The upmarket furniture store was co-founded by high-profile tech entrepreneur Brent Hoberman, who also c-founded Lastminute.com.

Publishing financial data for the first time, Made said gross sales for the year ended 31 December 2020 were £315m, while net revenue was £247m.

Made sells its products across the UK, Germany, Switzerland, Austria, France, Belgium, Spain and the Netherlands via its online platform.

Read more: IPO boom powers London Stock Exchange to best first quarter in 15 years

In the three months ended 31 March, about 48% of gross sales were generated from customers in Europe and the rest from the UK.

It said it launches nine new collections on average every week, partnering with over 150 established and up-and-coming designers and artists.

It believes it has a “large, active and loyal customer base,” with around 1.2 million active customers.

The company's business model is centred around a “flexible asset-light supply chain,” vertically integrated across all functions and processes, covering the entire product lifecycle from product development and sourcing through to shipping, warehousing and home delivery.

It said the global furniture and homeware market for both online and offline is currently estimated at £504bn, of which £151bn is attributable to Europe.

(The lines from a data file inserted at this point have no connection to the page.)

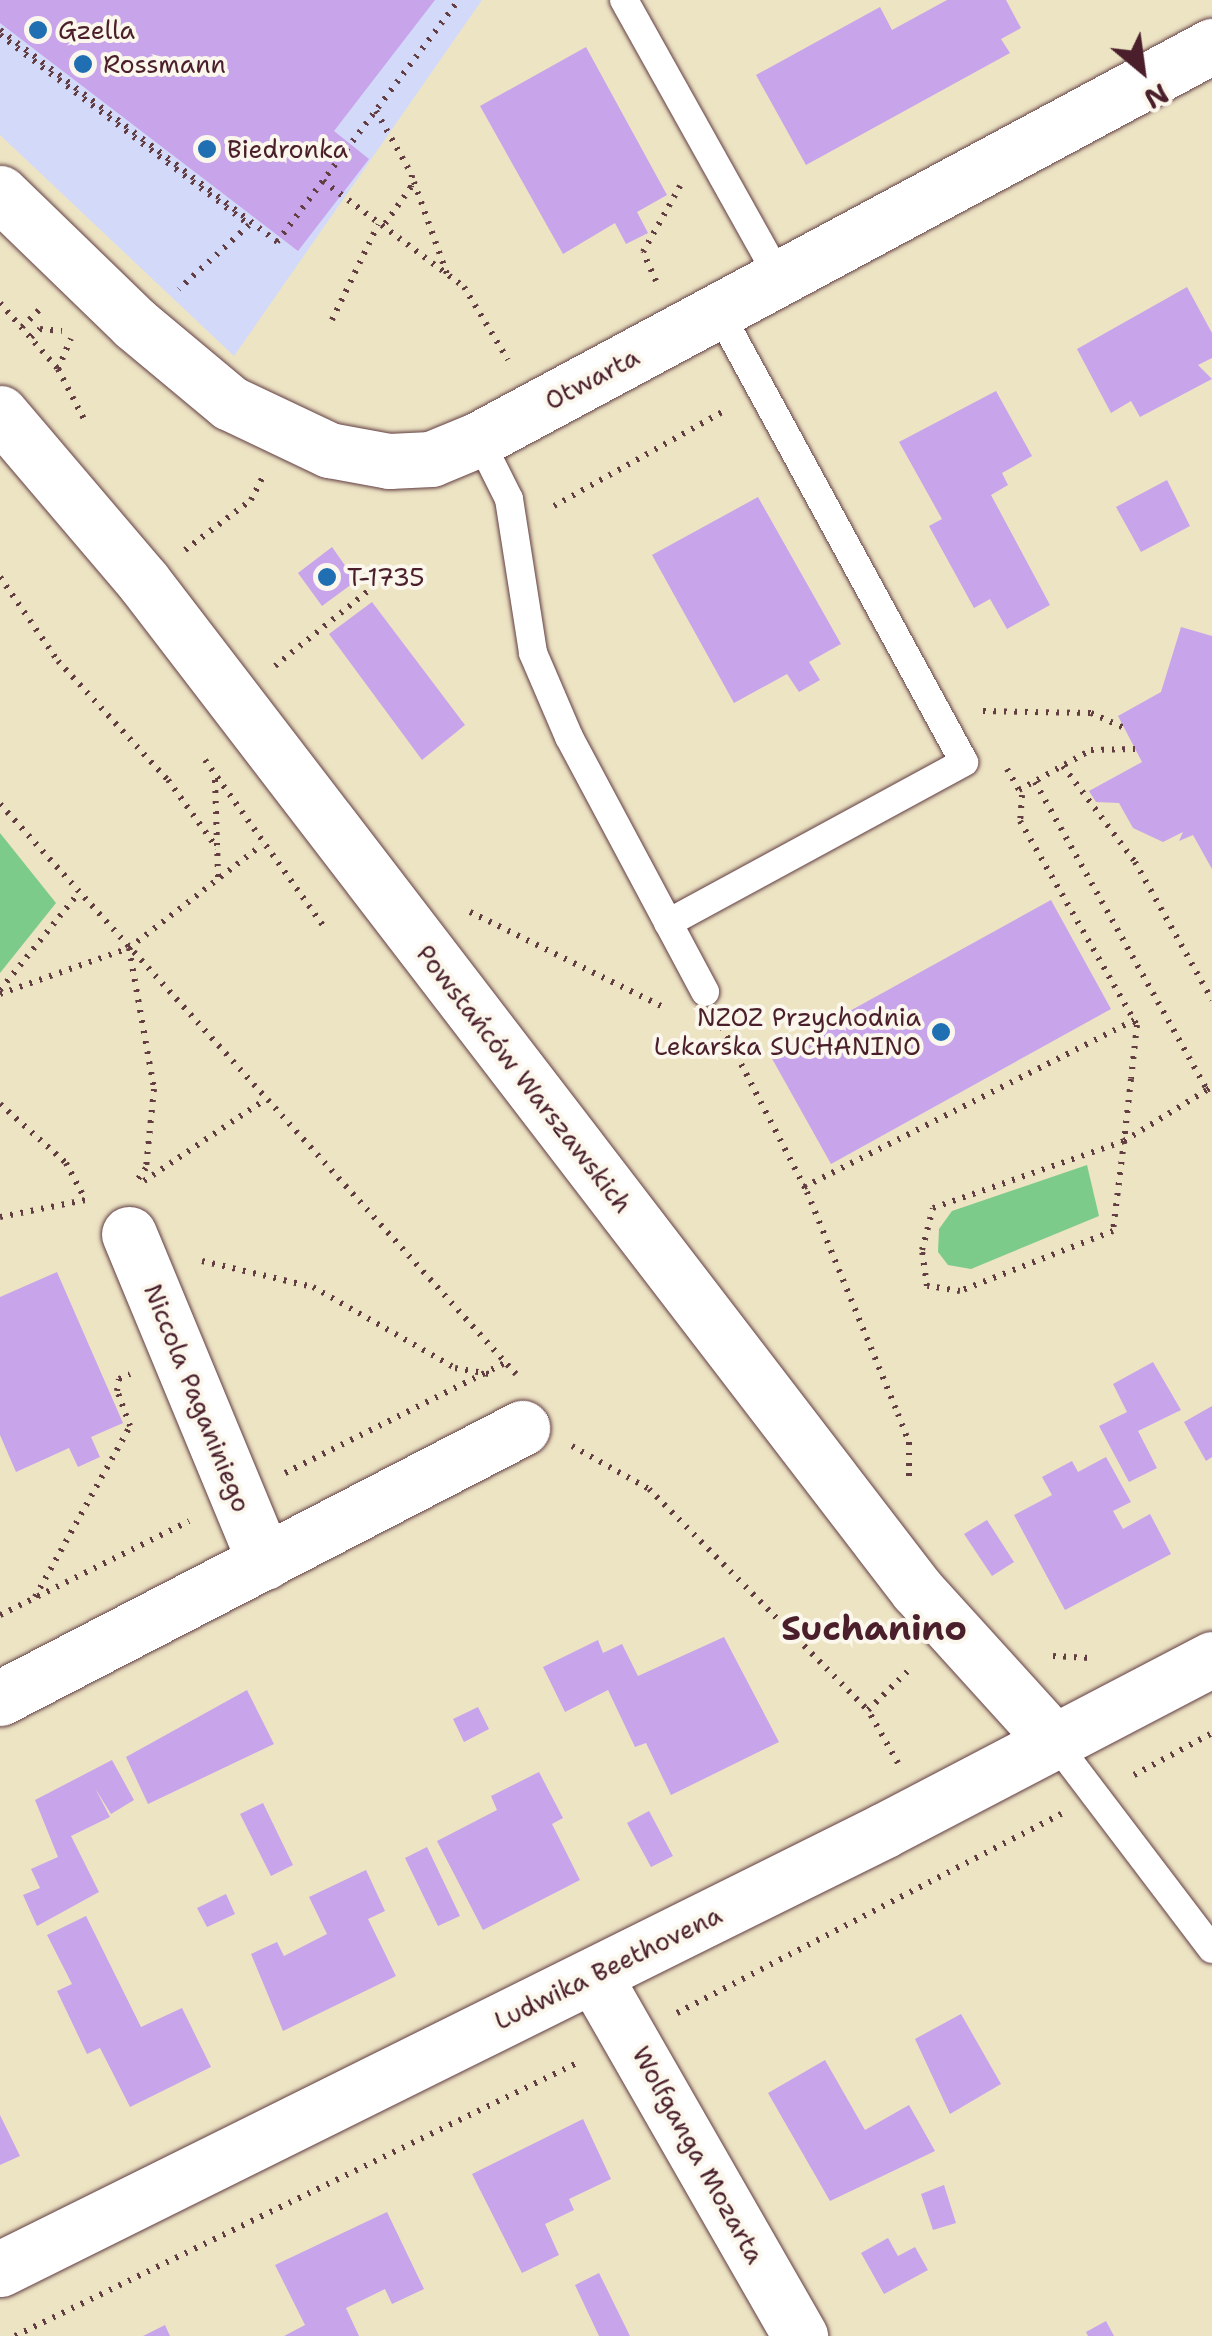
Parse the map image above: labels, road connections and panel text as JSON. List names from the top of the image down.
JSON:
{
  "streets": {
    "street": [
      "Otwarta",
      "Powstańców Warszawskich",
      "Niccola Paganiniego",
      "Ludwika Beethovena",
      "Wolfganga Mozarta"
    ]
  },
  "crossings": [
    ["Powstańców Warszawskich", "Ludwika Beethovena"],
    ["Ludwika Beethovena", "Wolfganga Mozarta"]
  ],
  "districts": ["Suchanino"],
  "places": [
    "Gzella",
    "Rossmann",
    "Biedronka",
    "T-1735",
    "NZOZ Przychodnia Lekarska SUCHANINO"
  ],
  "north": "bottom right"
}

“The homeware and furnishings category is well-positioned for growth given rising penetration rates and high forecasted growth, making it one of the most attractive sectors with significant potential in the retail space,” Made said.

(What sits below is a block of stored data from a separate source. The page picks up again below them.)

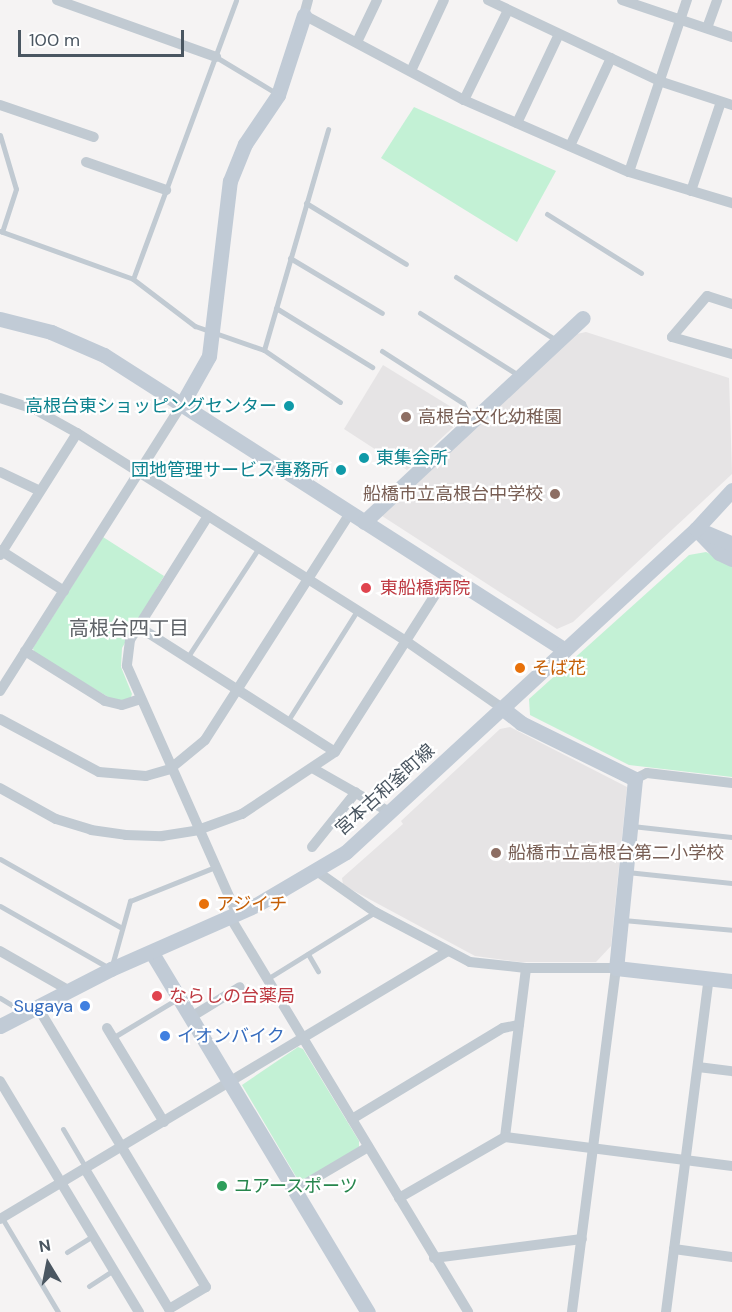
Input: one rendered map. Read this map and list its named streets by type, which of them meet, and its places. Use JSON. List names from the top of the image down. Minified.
{"streets":{"street":["宮本古和釜町線"]},"districts":["高根台四丁目"],"places":["高根台東ショッピングセンター","高根台文化幼稚園","東集会所","団地管理サービス事務所","船橋市立高根台中学校","東船橋病院","そば花","船橋市立高根台第二小学校","アジイチ","ならしの台薬局","Sugaya","イオンバイク","ユアースポーツ"],"scale_bar":"100 m","north":"top"}
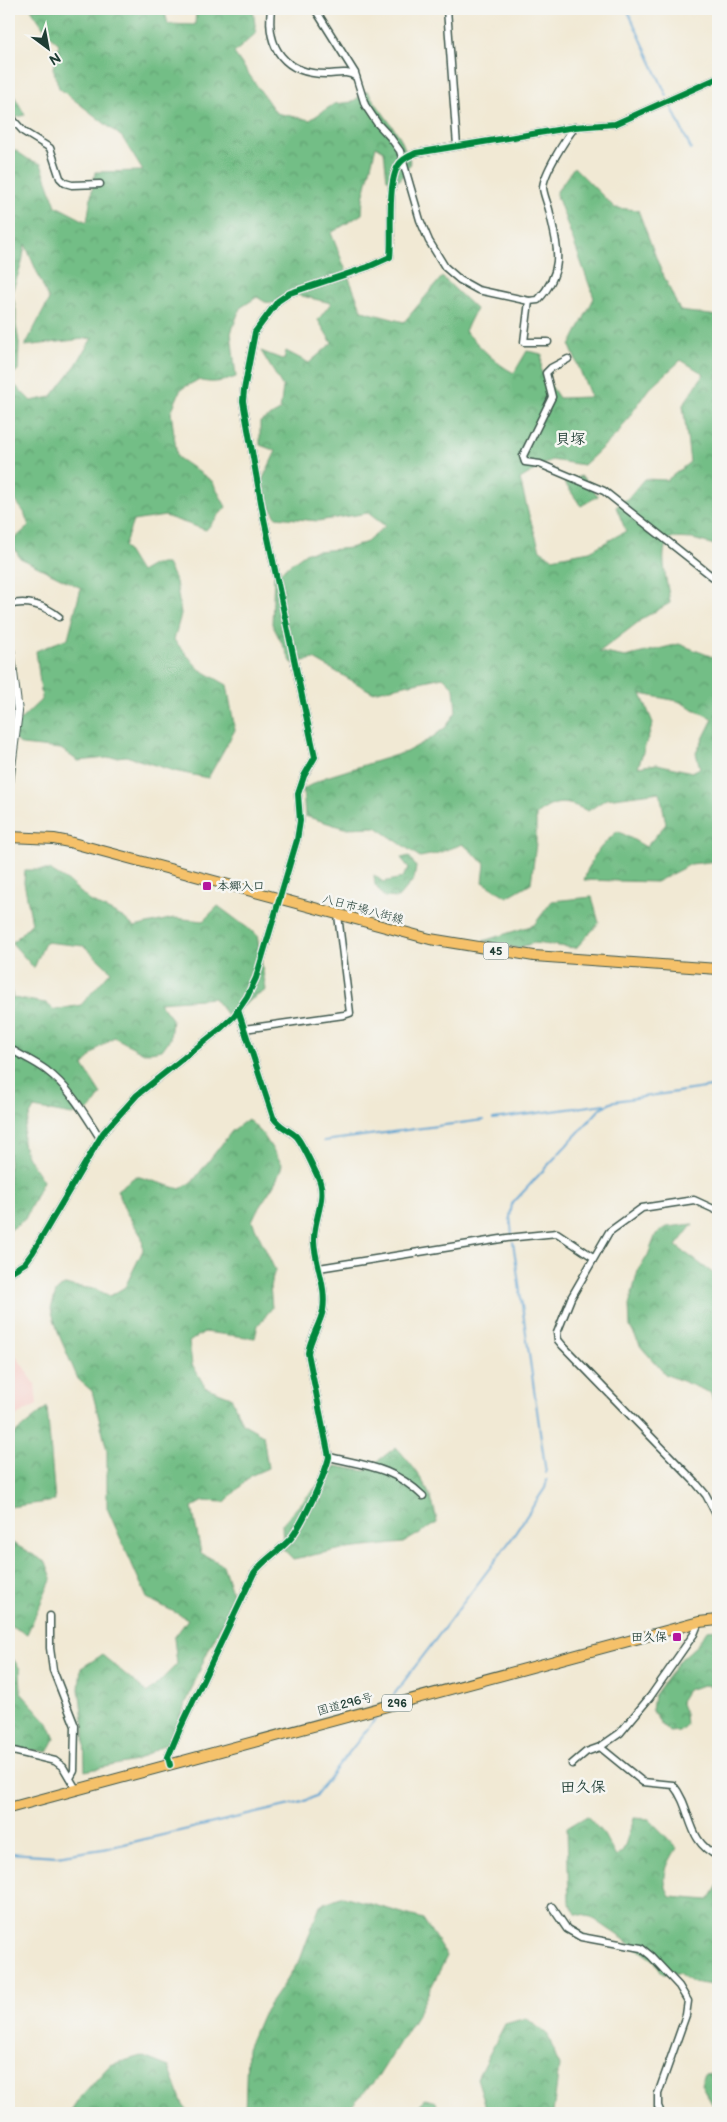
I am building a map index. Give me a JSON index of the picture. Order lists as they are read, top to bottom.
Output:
{
  "streets": {
    "main road": [
      "八日市場八街線",
      "45",
      "296",
      "国道296号"
    ]
  },
  "districts": ["貝塚", "田久保"],
  "places": {
    "transit": ["本郷入口", "田久保"]
  },
  "north": "bottom right"
}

It added it is “well-positioned to take advantage of the structural tailwinds driving the online furniture and homeware market, including sector consolidation, increasing focus on sustainability, working from home, and millennials entering their core home formation years.”

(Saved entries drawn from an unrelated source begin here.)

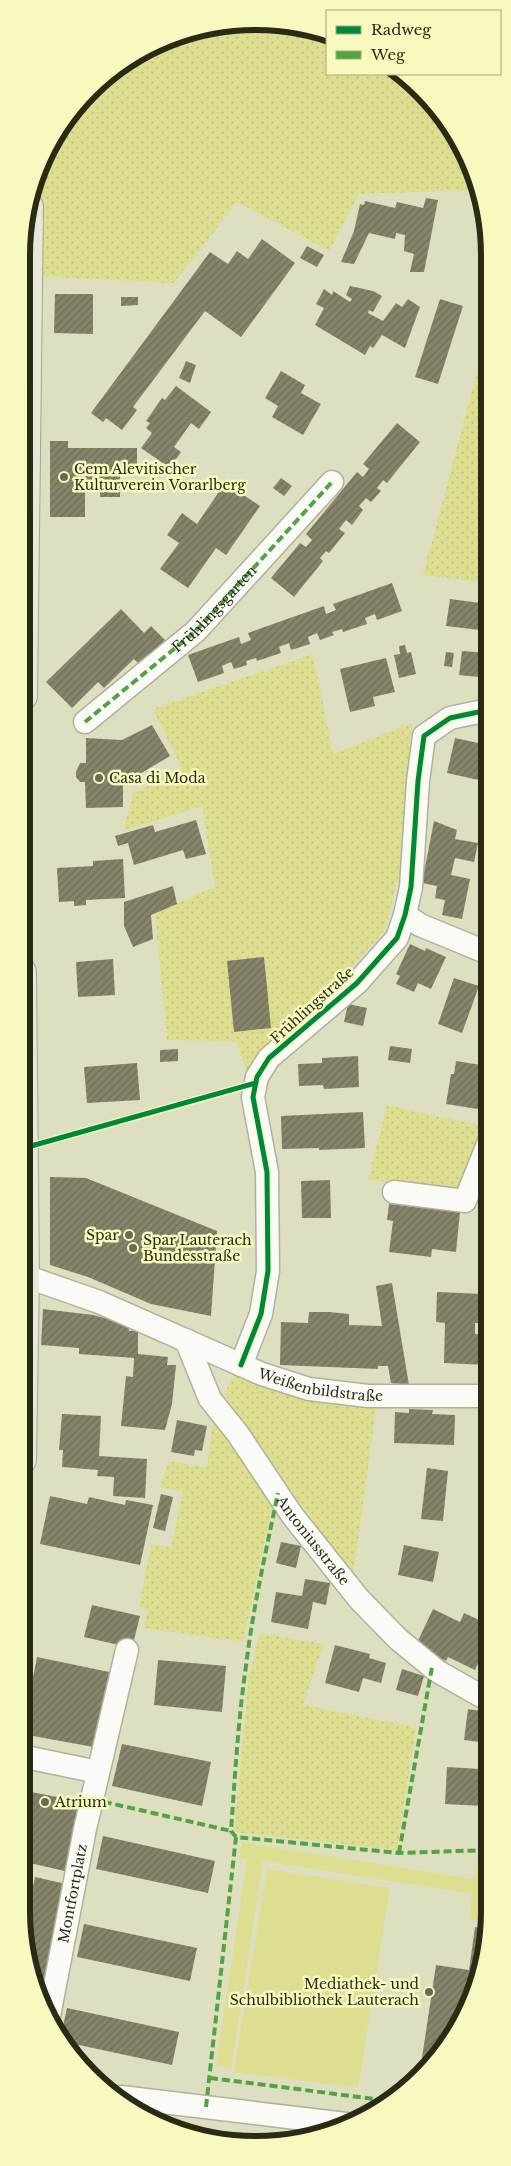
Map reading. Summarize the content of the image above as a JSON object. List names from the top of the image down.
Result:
{
  "streets": {
    "street": [
      "Frühlingsgarten",
      "Frühlingstraße",
      "Weißenbildstraße",
      "Antoniusstraße",
      "Montfortplatz"
    ]
  },
  "crossings": [
    ["Frühlingstraße", "Weißenbildstraße"],
    ["Weißenbildstraße", "Antoniusstraße"]
  ],
  "places": [
    "Cem Alevitischer Kulturverein Vorarlberg",
    "Casa di Moda",
    "Spar",
    "Spar Lauterach Bundesstraße",
    "Atrium",
    "Mediathek- und Schulbibliothek Lauterach"
  ],
  "legend": ["Radweg", "Weg"]
}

Made is the latest big name that will IPO this year. Notable floats of the past few months include Dr Martens (DOCS.L), Moonpig (MOON.L), review website Trustpilot (TRST.L) and Deliveroo (ROO.L).

‘’Timing is everything for an IPO and Made.com is launching onto the market aiming to capitalise on the accelerated shift to e-commerce and the high demand for home makeovers witnessed over the pandemic," Susannah Streeter, senior investment and markets analyst at Hargreaves Lansdown, told Yahoo Finance.

"E-commerce sites in particular are seizing the moment, with The Hut Group the first out of the traps in London with a hugely successful IPO in August 2020. Moonpig’s positioning as an e-commerce platform rather than an online card retailer helped its shares fly as it launched onto the market at the beginning of February."

However, she pointed to recent data from the Office for National Statistics that show spending on "delayable goods like furniture has waned a little since the big spending spurt in April."

There is also plenty of rivals in the online furniture space, with Dunelm and DFS likely to continue to be tough competition," she said.